Proposed DOL Regulation Sets Guidelines for Fiduciaries on Proxy Voting

EBIA  

EBIA  

Proposed Rule: Fiduciary Duties Regarding Proxy Voting and Shareholder Rights, 29 CFR Part 2550, 85 Fed. Reg. _____ (Sept. __, 2020); News Release: U.S. Department of Labor Proposes Rule on Employee Benefit Plan Proxy Voting and Exercises of Other Shareholder Rights (Aug. 31, 2020); Fact Sheet: Notice of Proposed Rulemaking on Fiduciary Duties Regarding Proxy Voting and Shareholder Rights (Aug. 31, 2020)

Proposed Regulation

News Release

Fact Sheet

The DOL has proposed amending its investment duties regulation to include standards for determining whether and how to exercise shareholder rights, including the right to vote proxies. Such rights have been the subject of multiple DOL interpretive bulletins and other guidance since 1988 (see our Checkpoint article). According to the DOL, that guidance has sown persistent confusion over whether fiduciaries must always vote proxies, which has resulted in increased plan expenses from unnecessary or inappropriate voting. In particular, the DOL expressed concern about the use of plan assets “to support or pursue proxy proposals for environmental, social, or public policy [ESG] agendas that have no connection to increasing the value of investments used for the payment of benefits or plan administrative expenses.” To address these issues, the DOL has proposed amending its regulation on plan fiduciaries’ investment duties to articulate its standards for the exercise of shareholder rights, including when plan fiduciaries must and must not vote proxies. Here are highlights:

  • General Standards. After summarizing the relevant principles under ERISA, the proposal lists certain fiduciary standards and specific actions that must be taken by responsible fiduciaries. The standards require that shareholder rights be exercised solely in accordance with the economic interest of the plan based only on factors affecting the investment’s value, and prohibit subordinating the financial interests of participants and beneficiaries to any non-pecuniary objective. When considering an exercise of shareholder rights, fiduciaries must (a) consider factors such as the portion of the plan invested, the portion of the issuer owned, and the cost of acting; (b) investigate the material facts supporting a proxy vote or other action; and (c) maintain records sufficient to demonstrate the basis for any exercise of shareholder rights.
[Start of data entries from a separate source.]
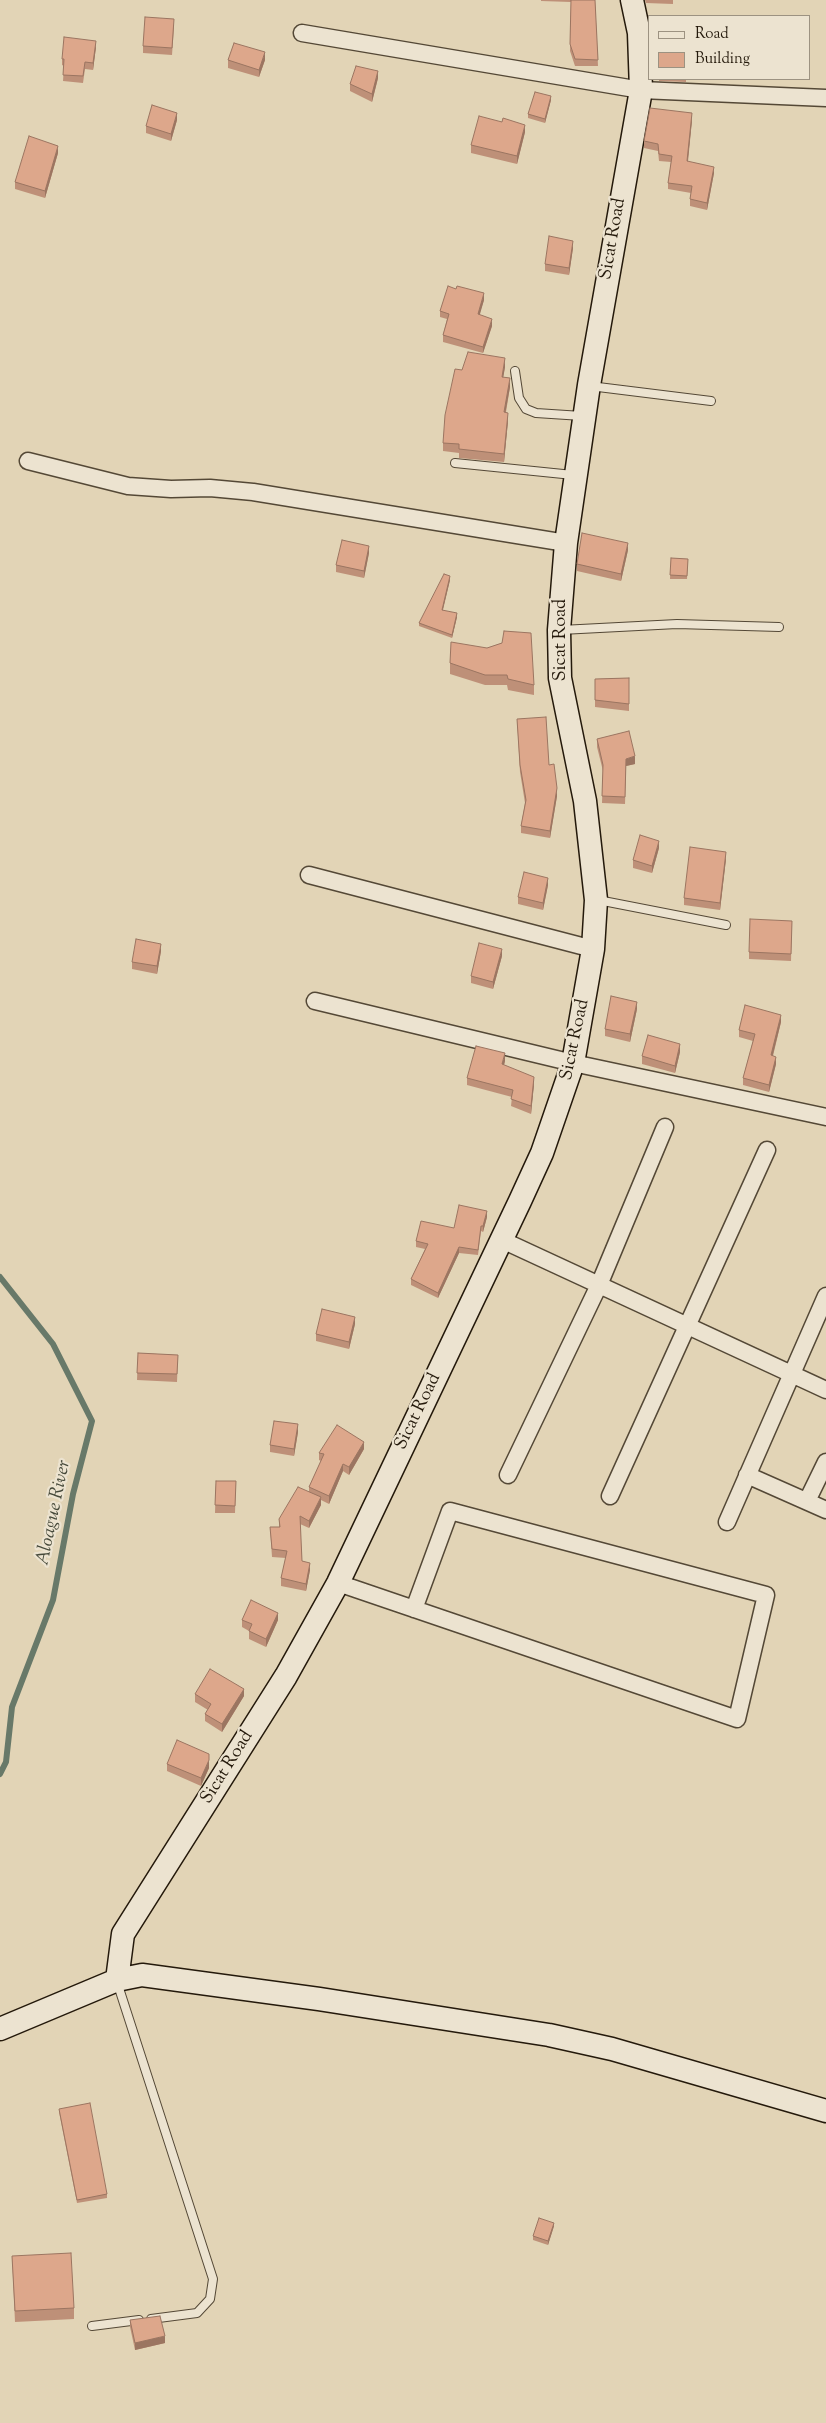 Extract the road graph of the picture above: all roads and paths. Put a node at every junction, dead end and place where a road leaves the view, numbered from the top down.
1 (632, 0) edge
2 (302, 33) dead end
3 (641, 90) junction
4 (826, 98) edge
5 (515, 371) dead end
6 (588, 386) junction
7 (711, 401) dead end
8 (584, 416) junction
9 (28, 461) dead end
10 (455, 463) dead end
11 (575, 475) junction
12 (566, 544) junction
13 (779, 626) dead end
14 (559, 630) junction
15 (310, 875) dead end
16 (596, 900) junction
17 (726, 925) dead end
18 (593, 949) junction
19 (315, 1001) dead end
20 (573, 1063) junction
21 (826, 1116) edge
22 (666, 1127) dead end
23 (767, 1150) dead end
24 (502, 1240) junction
25 (599, 1285) junction
26 (826, 1296) edge
27 (687, 1326) junction
28 (791, 1374) junction
29 (826, 1390) edge
30 (826, 1462) edge
31 (508, 1475) dead end
32 (747, 1475) junction
33 (610, 1496) dead end
34 (807, 1501) junction
35 (826, 1510) edge
36 (727, 1522) dead end
37 (338, 1583) junction
38 (414, 1609) junction
39 (116, 1980) junction
40 (0, 2029) edge
41 (826, 2111) edge
42 (92, 2326) dead end

1 - 3 street, Sicat Road
2 - 3 street
3 - 4 street
3 - 6 street, Sicat Road
5 - 8 lane
6 - 7 lane
6 - 8 street, Sicat Road
8 - 11 street, Sicat Road
9 - 12 street
10 - 11 lane
11 - 12 street, Sicat Road
12 - 14 street, Sicat Road
13 - 14 lane
14 - 16 street, Sicat Road
15 - 18 street
16 - 17 lane
16 - 18 street, Sicat Road
18 - 20 street, Sicat Road
19 - 20 street
20 - 21 street
20 - 24 street, Sicat Road
22 - 25 street
23 - 27 street
24 - 25 street
24 - 37 street, Sicat Road
25 - 27 street
25 - 31 street
26 - 28 street
27 - 28 street
27 - 33 street
28 - 29 street
28 - 32 street
30 - 34 street
32 - 34 street
32 - 36 street
34 - 35 street
37 - 38 street
37 - 39 street, Sicat Road
38 - 38 street
39 - 40 street
39 - 41 street
39 - 42 lane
If a fiduciary seeks advice about exercising shareholder rights, the fiduciary must exercise prudence and diligence in selecting and monitoring the advisor, and must not rely on an advisor without appropriate supervision.
  • When to Vote Proxies. The proposal clearly states the DOL’s position that fiduciaries are not obligated to vote all proxies. In fact, fiduciaries would be barred from voting if the matter being voted on would not have an economic impact based on the factors noted above.
  • Proxy Voting Policies. The proposal affirms that plans may adopt proxy voting policies setting parameters that serve the plan’s economic interest. These policies, the DOL observes, may help address the fact that it may be difficult to know whether a proxy vote will affect the plan’s economic interest without investigation and analysis, so simply deciding whether to vote may burden a plan “out of proportion to any benefit.” To diminish that burden, the proposal outlines three “permitted practices” that may be included in a proxy voting policy. First, a plan could adopt a policy of voting in accordance with management’s recommendation on matters that are “unlikely to have a significant impact.” Second, a plan’s proxy policy could focus voting resources on certain types of proposals. Third, a policy could call for refraining from voting if the plan’s investment is below a quantitative threshold that makes it unlikely the outcome of a vote will have a material impact on the plan. (The preamble asks for comment on a 5% threshold.) Proxy policies would have to be reviewed every two years. The permitted practices would not preclude voting when the plan fiduciary concludes voting would be prudent based on the economic impact after considering the costs.
  • Responsibility and Delegation. The proposal affirms that the responsibility for exercising shareholder rights rests exclusively with a plan’s trustee, unless the trustee is directed by a named fiduciary or has properly delegated that responsibility. Investment managers with the authority to manage plan assets are authorized to exercise shareholder rights unless the plan, trust, or management agreement establish otherwise. If the authority to vote proxies is delegated to an investment manager, or the fiduciary obtains voting-related advice, the responsible plan fiduciary must require that the rationale for voting or the voting advice be sufficiently documented.
  • Pooled Investment Vehicles. Investment managers of pooled investment vehicles generally must reconcile conflicting proxy policies. This may require proportional voting. Alternatively, investment managers may require investors to accept a single proxy policy before investing.
  • Comments and Effect. The preamble invites comments, which are due no later than 30 days after the proposal is published in the Federal Register. Once the final regulation is issued and takes effect, Interpretive Bulletin 2016-01 (see our Checkpoint article)—which no longer represents the views of the DOL—will be removed.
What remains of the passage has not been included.